Le magistrat rapporteur a rendu compte au tribunal.
La présente décision est réputée contradictoire et en premier ressort.
EXPOSE DU LITIGE ET DE LA PROCEDURE
Le 15 mars 2024, M. [A] [L] a acquis, selon certificat de cession et facture de vente, un véhicule de marque MERCEDES classe M, immatriculé [Immatriculation 1], affichant un kilométrage de 295 000 kms, auprès de M. [M] [N], exerçant sous l’enseigne WEB CAR, pour un montant de 7.290 euros.
Le véhicule avait fait l’objet d’un contrôle technique en date du 21 décembre 2023 ne mentionnant aucune défaillance majeure.
Peu après la prise de possession du véhicule, M. [A] [L] a signalé divers dysfonctionnements.
Un nouveau contrôle technique, réalisé le 25 mars 2024, a mis en évidence des défaillances majeures et a conclu à un résultat défavorable.
M. [A] [L] a ensuite fait procéder à diverses réparations, ainsi qu’à des opérations de dépannage et de remorquage, à la suite de nouvelles pannes ayant conduit à l’immobilisation du véhicule.
Privé de moyens de locomotion, il a eu recours à la location d’un véhicule.
Par acte de commissaire de justice délivré le 11 mars 2025, M. [A] [L] a fait assigner M. [M] [N] devant le tribunal judiciaire de FOIX afin d’obtenir la résolution de la vente.
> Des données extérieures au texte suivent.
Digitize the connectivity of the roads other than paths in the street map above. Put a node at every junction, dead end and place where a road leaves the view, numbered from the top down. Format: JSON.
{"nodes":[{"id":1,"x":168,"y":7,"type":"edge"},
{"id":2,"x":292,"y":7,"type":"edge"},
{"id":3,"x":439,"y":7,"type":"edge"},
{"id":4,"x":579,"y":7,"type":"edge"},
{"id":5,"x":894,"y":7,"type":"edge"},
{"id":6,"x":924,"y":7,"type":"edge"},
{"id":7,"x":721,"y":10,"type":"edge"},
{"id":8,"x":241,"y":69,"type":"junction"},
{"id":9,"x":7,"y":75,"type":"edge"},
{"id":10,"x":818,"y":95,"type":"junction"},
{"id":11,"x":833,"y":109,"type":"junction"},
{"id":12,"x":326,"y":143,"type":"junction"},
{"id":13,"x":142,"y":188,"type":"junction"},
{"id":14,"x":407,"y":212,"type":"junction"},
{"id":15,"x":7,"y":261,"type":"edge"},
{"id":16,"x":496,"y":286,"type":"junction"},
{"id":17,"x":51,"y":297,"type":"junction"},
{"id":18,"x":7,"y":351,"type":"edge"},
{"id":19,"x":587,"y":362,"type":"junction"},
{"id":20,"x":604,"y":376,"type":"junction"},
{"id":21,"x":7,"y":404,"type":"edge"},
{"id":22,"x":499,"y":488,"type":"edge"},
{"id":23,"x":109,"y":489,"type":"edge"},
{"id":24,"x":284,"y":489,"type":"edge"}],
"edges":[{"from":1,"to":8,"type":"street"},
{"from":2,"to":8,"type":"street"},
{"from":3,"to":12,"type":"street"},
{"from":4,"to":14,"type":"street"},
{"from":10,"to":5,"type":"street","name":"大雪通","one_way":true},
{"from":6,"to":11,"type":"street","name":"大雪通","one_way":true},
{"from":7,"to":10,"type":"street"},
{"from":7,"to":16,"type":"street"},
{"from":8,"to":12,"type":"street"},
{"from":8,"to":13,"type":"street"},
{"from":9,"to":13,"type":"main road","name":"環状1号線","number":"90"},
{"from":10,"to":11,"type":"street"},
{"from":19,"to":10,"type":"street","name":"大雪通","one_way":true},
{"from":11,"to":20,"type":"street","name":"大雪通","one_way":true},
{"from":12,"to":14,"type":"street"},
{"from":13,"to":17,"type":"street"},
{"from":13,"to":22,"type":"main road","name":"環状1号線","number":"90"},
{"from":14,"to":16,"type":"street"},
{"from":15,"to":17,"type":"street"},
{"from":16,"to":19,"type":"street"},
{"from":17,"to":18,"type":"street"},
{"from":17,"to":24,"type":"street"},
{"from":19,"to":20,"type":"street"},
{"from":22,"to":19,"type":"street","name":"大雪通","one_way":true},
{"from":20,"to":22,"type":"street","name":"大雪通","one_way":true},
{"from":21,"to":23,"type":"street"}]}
Cette affaire a été enrôlée sous le n° RG 25/00271.
Par jugement du 12 mai 2025, le tribunal de commerce de FOIX a prononcé la liquidation judiciaire de M. [M] [N] exerçant sous l’enseigne WEB CAR.
Par acte de commissaire de justice délivré le 03 septembre 2025, la SELAS EGIDE, prise en la personne de Maître [X] [C], ès-qualités de mandataire liquidateur de M. [M] [N], a été appelée en la cause. Cette affaire a été enrôlée sous le n° RG 25/00923.
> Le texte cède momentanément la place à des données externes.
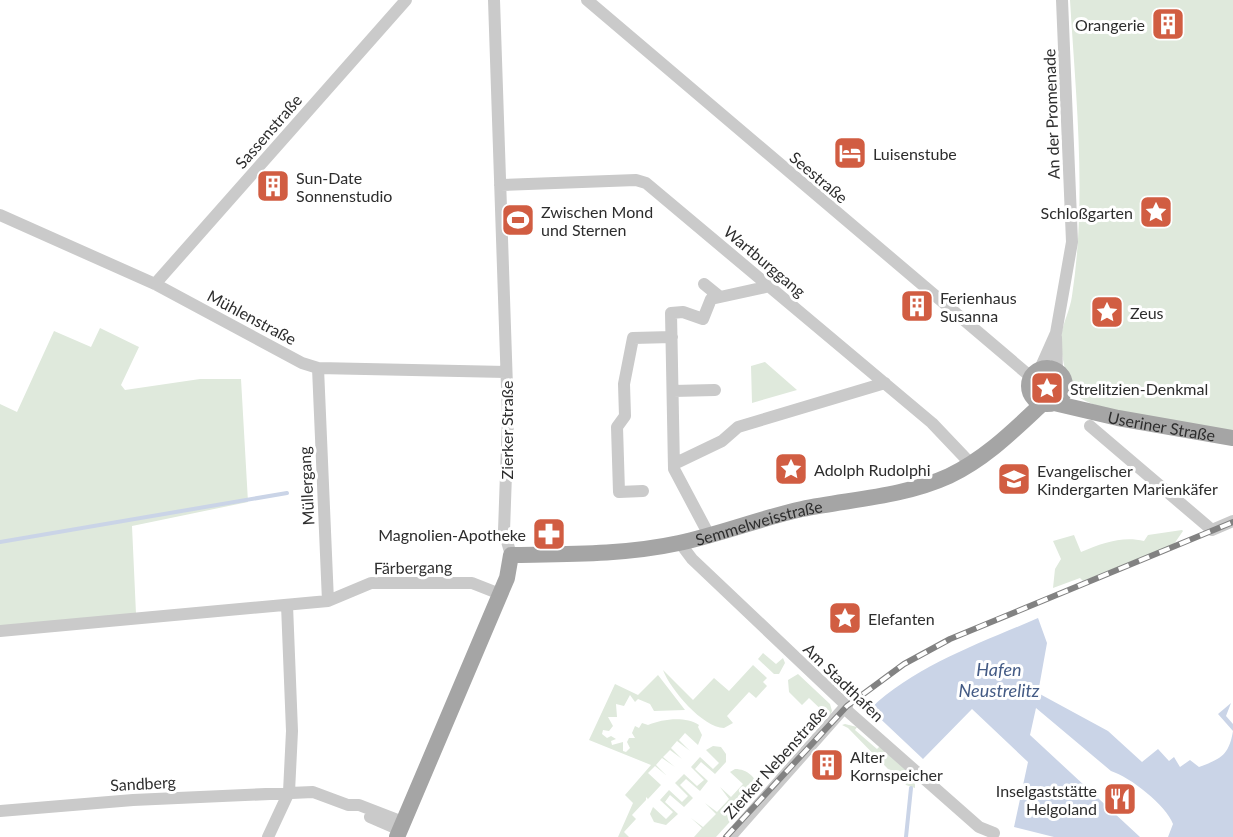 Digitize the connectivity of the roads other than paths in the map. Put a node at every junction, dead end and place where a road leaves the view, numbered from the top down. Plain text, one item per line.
1 (406, 0) edge
2 (494, 0) edge
3 (587, 0) edge
4 (1062, 0) edge
5 (500, 185) junction
6 (0, 215) edge
7 (155, 284) junction
8 (704, 284) dead end
9 (770, 286) junction
10 (720, 297) junction
11 (672, 337) junction
12 (318, 368) junction
13 (506, 372) junction
14 (1039, 377) junction
15 (885, 383) junction
16 (715, 390) dead end
17 (673, 391) junction
18 (1053, 400) junction
19 (1089, 418) junction
20 (1233, 438) edge
21 (997, 446) junction
22 (674, 464) junction
23 (971, 464) junction
24 (643, 491) dead end
25 (1233, 521) edge
26 (709, 535) junction
27 (680, 543) junction
28 (511, 555) junction
29 (494, 590) junction
30 (328, 601) junction
31 (287, 605) junction
32 (0, 631) edge
33 (844, 708) junction
34 (289, 792) junction
35 (0, 811) edge
36 (400, 830) edge
37 (994, 833) dead end
38 (268, 837) edge
39 (730, 837) edge

1 - 7 street, Sassenstraße
2 - 5 street, Zierker Straße
3 - 14 street, Seestraße
4 - 14 street, An der Promenade
5 - 9 street, Wartburggang
5 - 13 street, Zierker Straße
6 - 7 street, Mühlenstraße
7 - 12 street, Mühlenstraße
8 - 10 street
9 - 10 street
9 - 15 street, Wartburggang
10 - 11 street
11 - 17 street
11 - 24 street
12 - 13 street, Mühlenstraße
12 - 30 street, Müllergang
13 - 28 street, Zierker Straße
14 - 18 main road
14 - 18 main road
14 - 21 main road, Semmelweisstraße
15 - 22 street
15 - 23 street, Wartburggang
16 - 17 street
17 - 22 street
18 - 19 main road, Useriner Straße
18 - 21 main road, Semmelweisstraße
19 - 20 main road, Useriner Straße
19 - 25 street
21 - 23 main road, Semmelweisstraße
22 - 26 street
23 - 26 main road, Semmelweisstraße
26 - 27 main road, Semmelweisstraße
27 - 28 main road, Semmelweisstraße
27 - 33 street, Am Stadthafen
28 - 29 main road, Zierker Straße
29 - 30 street, Färbergang
29 - 36 main road, Zierker Straße
30 - 31 street
31 - 32 street
31 - 34 street
33 - 37 street, Am Stadthafen
33 - 39 street, Zierker Nebenstraße
34 - 35 street, Sandberg
34 - 36 street, Sandberg
34 - 38 street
Par ordonnance du 18 novembre 2025, le juge de la mise en état a ordonné la jonction des deux instances, l’affaire se poursuivant sous le n° RG 25/00271.
L’ordonnance de clôture a été rendue le 18 novembre 2025 et l’audience de plaidoirie a été fixée au 04 février 2026.
RAPPEL DES MOYENS ET DES PRÉTENTIONS
Aux termes de son assignation valant conclusions uniques, M. [A] [L] demande au tribunal de :
« Vu les articles L217-4, L217-7 et L217-8 du code de consommation,
Les articles 1641,1644,1645 du Code civil,
Vu les articles 143 et 144 du code de procédure civile,
Vu l’article 367 du code de procédure civile,
Vu les pièces et la jurisprudence
PRINCIPALEMENT :
JUGER que la cession de véhicule du 15 mars 2024 doit être résolue du fait du défaut de conformité dudit véhicule.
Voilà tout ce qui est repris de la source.